Select, from the material below, each line with "Teseney" in it.

Data shown -
^^^^^^^^

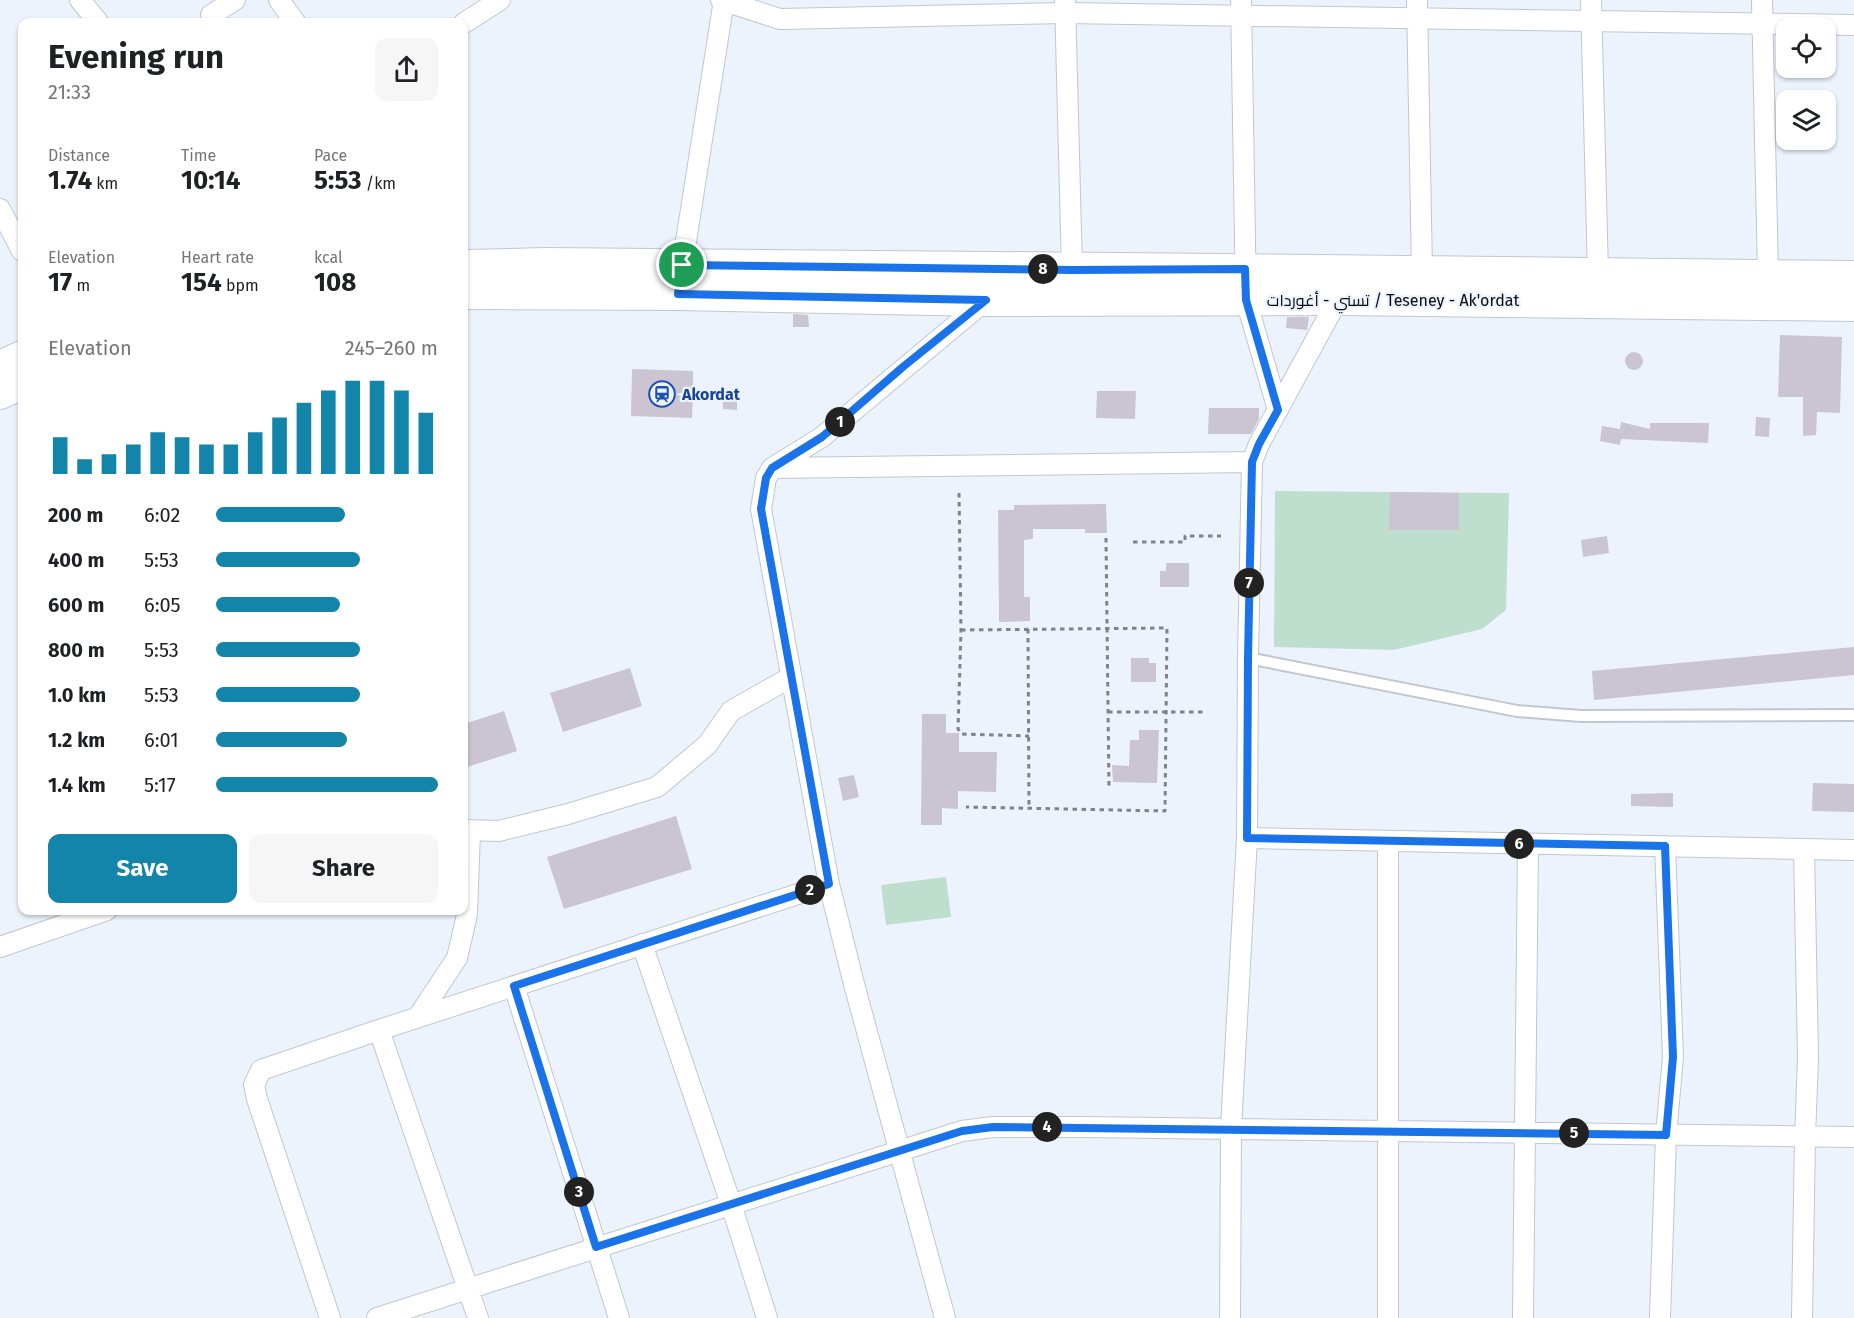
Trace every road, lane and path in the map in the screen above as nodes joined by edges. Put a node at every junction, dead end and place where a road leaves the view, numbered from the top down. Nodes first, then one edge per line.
1 (80, 0) edge
2 (235, 0) edge
3 (279, 0) edge
4 (500, 0) edge
5 (1591, 0) edge
6 (1762, 0) edge
7 (722, 1) edge
8 (1065, 7) edge
9 (1241, 8) edge
10 (1416, 9) edge
11 (211, 15) dead end
12 (95, 18) edge
13 (292, 18) edge
14 (468, 20) edge
15 (1591, 21) junction
16 (1762, 24) junction
17 (1854, 26) edge
18 (0, 209) edge
19 (18, 243) edge
20 (468, 266) edge
21 (1245, 269) junction
22 (1072, 270) junction
23 (1422, 272) junction
24 (1598, 274) junction
25 (1768, 276) junction
26 (1854, 277) edge
27 (680, 279) junction
28 (468, 293) edge
29 (1338, 299) junction
30 (986, 300) junction
31 (1246, 300) junction
32 (1854, 305) edge
33 (18, 359) edge
34 (0, 367) edge
35 (18, 385) edge
36 (0, 393) edge
37 (1278, 410) junction
38 (1252, 462) junction
39 (772, 468) junction
40 (959, 493) dead end
41 (1221, 536) dead end
42 (1106, 538) dead end
43 (1133, 542) dead end
44 (1107, 628) junction
45 (1028, 629) junction
46 (961, 630) junction
47 (1248, 658) junction
48 (792, 677) junction
49 (1108, 712) junction
50 (1166, 712) junction
51 (1206, 712) dead end
52 (1854, 715) edge
53 (1029, 736) junction
54 (1109, 790) dead end
55 (966, 807) dead end
56 (1029, 808) junction
57 (468, 831) edge
58 (1247, 838) junction
59 (1388, 841) junction
60 (1528, 844) junction
61 (1665, 846) junction
62 (1804, 849) junction
63 (1854, 850) edge
64 (829, 884) junction
65 (93, 915) edge
66 (466, 915) edge
67 (642, 944) junction
68 (0, 947) edge
69 (514, 986) junction
70 (418, 1017) junction
71 (378, 1030) junction
72 (1231, 1128) junction
73 (1388, 1130) junction
74 (1525, 1132) junction
75 (1666, 1135) junction
76 (1805, 1137) junction
77 (1854, 1137) edge
78 (898, 1150) junction
79 (731, 1204) junction
80 (596, 1247) junction
81 (469, 1288) junction
82 (330, 1318) edge
83 (377, 1318) edge
84 (478, 1318) edge
85 (619, 1318) edge
86 (767, 1318) edge
87 (945, 1318) edge
88 (1230, 1318) edge
89 (1388, 1318) edge
90 (1523, 1318) edge
91 (1660, 1318) edge
92 (1803, 1318) edge

1 - 12 street
2 - 11 street
3 - 13 street
4 - 14 street
5 - 15 street
6 - 16 street
7 - 8 street
7 - 27 street
8 - 9 street
8 - 22 street
9 - 10 street
9 - 21 street
10 - 15 street
10 - 23 street
15 - 16 street
15 - 24 street
16 - 17 street
16 - 25 street
18 - 19 street
20 - 27 main road
21 - 22 main road
21 - 23 main road
21 - 31 street
22 - 27 main road
23 - 24 main road
24 - 25 main road
25 - 26 main road
27 - 28 main road, تسني - أغوردات / Teseney - Ak'ordat
27 - 30 main road, تسني - أغوردات / Teseney - Ak'ordat
29 - 31 main road, تسني - أغوردات / Teseney - Ak'ordat
29 - 32 main road, تسني - أغوردات / Teseney - Ak'ordat
29 - 37 street
30 - 31 main road, تسني - أغوردات / Teseney - Ak'ordat
30 - 39 street
31 - 37 street
33 - 34 main road
35 - 36 main road
37 - 38 street
38 - 39 street
38 - 47 street
39 - 48 street
40 - 46 path
41 - 43 path
42 - 44 path
44 - 45 path
44 - 49 path
44 - 50 path
45 - 46 path
45 - 53 path
46 - 53 path
47 - 52 lane
47 - 58 street
48 - 57 street
48 - 64 street
49 - 50 path
49 - 54 path
50 - 51 path
50 - 56 path
53 - 56 path
55 - 56 path
58 - 59 street
58 - 72 street
59 - 60 street
59 - 73 street
60 - 61 street
60 - 74 street
61 - 62 street
61 - 75 street
62 - 63 street
62 - 76 street
64 - 67 street
64 - 78 street
65 - 68 street
66 - 70 street
67 - 69 street
67 - 79 street
69 - 70 street
69 - 80 street
70 - 71 street
71 - 81 street
71 - 82 street
72 - 73 street
72 - 78 street
72 - 88 street
73 - 74 street
73 - 89 street
74 - 75 street
74 - 90 street
75 - 76 street
75 - 91 street
76 - 77 street
76 - 92 street
78 - 79 street
78 - 87 street
79 - 80 street
79 - 86 street
80 - 81 street
80 - 85 street
81 - 83 street
81 - 84 street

^^^^^^^^

Task solution -
27 - 28 main road, تسني - أغوردات / Teseney - Ak'ordat
27 - 30 main road, تسني - أغوردات / Teseney - Ak'ordat
29 - 31 main road, تسني - أغوردات / Teseney - Ak'ordat
29 - 32 main road, تسني - أغوردات / Teseney - Ak'ordat
30 - 31 main road, تسني - أغوردات / Teseney - Ak'ordat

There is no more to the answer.